Дом, который построил Домовой (Скучная тётка: книга 3)
Она подошла к рисунку Ефимушки, тому самому, который всё ещё хранил тепло детского смеха, и провела по нему пальцем. Бумага отозвалась лёгким теплом.
— Протокол «Бабушкин сундук» — это не про то, как спрятать документы. Это про то, как спрятать душу. В вещах, которые нельзя описать. В воспоминаниях, которые нельзя оцифровать. В любви, которую нельзя стереть, потому что она живёт не в базах данных. Она живёт в нас. В каждом взгляде, в каждом прикосновении, в каждом «я помню».
Она посмотрела на выход из комнаты, туда, где за углом, в столовой, Ксенофонт уже накрывал на стол — и думал о ней. И где Радаслав, закончив свой рисунок, теперь рассматривал его на свет, пытаясь угадать, что ещё скрывается за гранью видимого и невидимого.

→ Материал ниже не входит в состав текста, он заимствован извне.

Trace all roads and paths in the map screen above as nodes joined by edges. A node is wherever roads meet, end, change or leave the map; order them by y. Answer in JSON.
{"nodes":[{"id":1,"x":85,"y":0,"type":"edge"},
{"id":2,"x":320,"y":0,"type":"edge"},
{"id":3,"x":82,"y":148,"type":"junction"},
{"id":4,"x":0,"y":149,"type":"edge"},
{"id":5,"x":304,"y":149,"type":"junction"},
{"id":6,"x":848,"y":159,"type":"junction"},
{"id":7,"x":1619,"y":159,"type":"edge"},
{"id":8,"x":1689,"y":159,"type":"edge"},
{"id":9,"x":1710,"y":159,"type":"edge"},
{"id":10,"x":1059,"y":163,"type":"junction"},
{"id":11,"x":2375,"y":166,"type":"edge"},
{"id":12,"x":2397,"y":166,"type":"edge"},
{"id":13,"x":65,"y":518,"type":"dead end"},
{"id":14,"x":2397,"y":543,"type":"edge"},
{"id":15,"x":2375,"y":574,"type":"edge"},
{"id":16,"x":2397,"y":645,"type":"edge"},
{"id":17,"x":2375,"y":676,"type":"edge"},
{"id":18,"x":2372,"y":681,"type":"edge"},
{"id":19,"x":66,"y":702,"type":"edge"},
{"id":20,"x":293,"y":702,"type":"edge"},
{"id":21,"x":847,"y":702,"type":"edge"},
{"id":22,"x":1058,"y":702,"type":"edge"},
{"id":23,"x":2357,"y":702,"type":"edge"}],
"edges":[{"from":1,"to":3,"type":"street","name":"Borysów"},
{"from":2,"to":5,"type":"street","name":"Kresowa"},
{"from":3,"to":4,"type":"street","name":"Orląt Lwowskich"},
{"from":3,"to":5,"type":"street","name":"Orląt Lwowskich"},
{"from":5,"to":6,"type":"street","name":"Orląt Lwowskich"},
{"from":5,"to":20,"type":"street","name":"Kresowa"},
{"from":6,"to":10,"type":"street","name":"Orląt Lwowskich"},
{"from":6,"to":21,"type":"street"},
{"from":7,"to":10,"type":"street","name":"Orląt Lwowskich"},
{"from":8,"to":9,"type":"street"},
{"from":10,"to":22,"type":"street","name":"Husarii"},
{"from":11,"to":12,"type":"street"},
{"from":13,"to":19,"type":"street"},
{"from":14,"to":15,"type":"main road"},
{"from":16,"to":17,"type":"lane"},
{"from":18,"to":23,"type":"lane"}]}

— Мы строим свой архипелаг, своё пространство мира. — тихо сказала Августа. — Остров за островом. Выбор за выбором. И каждый раз, когда мы выбираем любовь вместо страха, память вместо забвения, тепло вместо холода — мы добавляем ещё один камень в эту стену. Стена эта не видна глазу. Но она держит реальность. Потому что настоящая реальность — это не то, что записано. Это то, что выбрано.
В бункере стало тихо. Но в этой тишине слышалось нечто большее, чем отсутствие звуков. В ней слышался выбор. Сделанный. Подтверждённый. И теперь — нерушимый.
Варвара Прокопьевна первой нарушила молчание. Она поправила фартук, вздохнула и сказала:
— Ну-что ж, выбор сделан. А теперь — чай. И пироги. Потому что любовь, она, знаете ли, любит тепло. И сладкое. И чтобы за столом — все вместе. И разговоры в параллель и смех, добрые шутки…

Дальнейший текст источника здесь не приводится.